These and other objects can be achieved by providing a composition of matter comprising a ligand component covalently bonded to a nucleic acid component. Preferably, the ligand component is a member selected from the group consisting of antibodies, antigens, lectins, saccharides, and gangliosides, and more preferably is an antibody. In a preferred embodiment, the nucleic acid component is an oligonucleotide. In another preferred embodiment, a linker is interposed between the ligand component and the nucleic acid component. Preferably, the linker is a member selected from the group consisting of polythreonine, polyserine, and dextran, and more preferably is polythreonine. In yet another preferred embodiment, the invention further comprising a label member coupled to the nucleic acid component.

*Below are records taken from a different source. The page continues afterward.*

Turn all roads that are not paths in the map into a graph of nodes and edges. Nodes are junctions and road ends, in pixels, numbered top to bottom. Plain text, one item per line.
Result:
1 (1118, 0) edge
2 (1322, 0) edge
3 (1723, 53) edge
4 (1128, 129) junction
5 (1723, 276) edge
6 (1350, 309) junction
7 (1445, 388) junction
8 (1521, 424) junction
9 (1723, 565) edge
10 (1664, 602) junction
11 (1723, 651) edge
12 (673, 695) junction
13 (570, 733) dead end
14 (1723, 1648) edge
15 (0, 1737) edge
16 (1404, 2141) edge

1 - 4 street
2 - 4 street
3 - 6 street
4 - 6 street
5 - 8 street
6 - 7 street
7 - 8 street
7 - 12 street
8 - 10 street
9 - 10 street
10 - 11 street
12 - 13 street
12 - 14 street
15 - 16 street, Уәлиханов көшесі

Another composition of matter comprises a solid support covalently bonded to a linker molecule, a nucleic acid component covalently bonded to the linker molecule, and a ligand component covalently bonded to the nucleic acid component. In one illustrative embodiment, the solid support is in the form of a membrane. Preferably, the membrane is a polymer, and more preferably is a member selected from the group consisting of fluorinated polymers, polyolefins, polystyrene, substituted polystyrenes, polysulfones, polyesters, polyacrylates, polycarbonates; vinyl polymers, copolymers of butadiene and styrene, fluorinated ethylene-propylene copolymers, ethylenechlorotrifluoroethylene copolymers, and mixtures thereof. In another preferred embodiment, the ligand component is a member selected from the group consisting of antibodies, antigens, lectins, saccharides, and gangliosides, and preferably is an antibody. Preferably, the nucleic acid component is an oligonucleotide, and the linker is a member selected from the group consisting of polythreonine, polyserine, and dextran, more preferably polythreonine. In another illustrative embodiment, the solid support is in the form of a bead. Preferably, such a bead is a member selected from the group consisting of silicon, glass, silica, quartz, metal oxides, polyvinyl alcohol, polystyrene, poly(acrylic acid), and mixtures thereof.

A method for capturing a target on a solid support comprises:

(a) mixing an aqueous sample containing the target with a first composition comprising a ligand component, configured for binding the target, covalently bonded to a first nucleic acid component such that the ligand component binds the target to result in a complex;

(b) contacting the complex with a second composition comprising (i) a solid support covalently bonded to a linker, (ii) a second nucleic acid component covalently bonded to the linker wherein the second nucleic acid component is complementary to at least a portion of the first nucleic acid component and hybridizes thereto when in contact therewith such that the resulting duplex has a thermal melting temperature of about 60-85° C., and (iii) the ligand component covalently bonded to the second nucleic acid component, such that the second nucleic acid component hybridizes to the first nucleic acid component and the ligand component of the second composition binds the target;

(c) heating the aqueous sample to a temperature above the thermal melting temperature of the duplex without denaturing the ligand component and causing the heated aqueous sample to flow by the solid support; and

(d) then reducing the temperature of the aqueous sample to ambient temperature.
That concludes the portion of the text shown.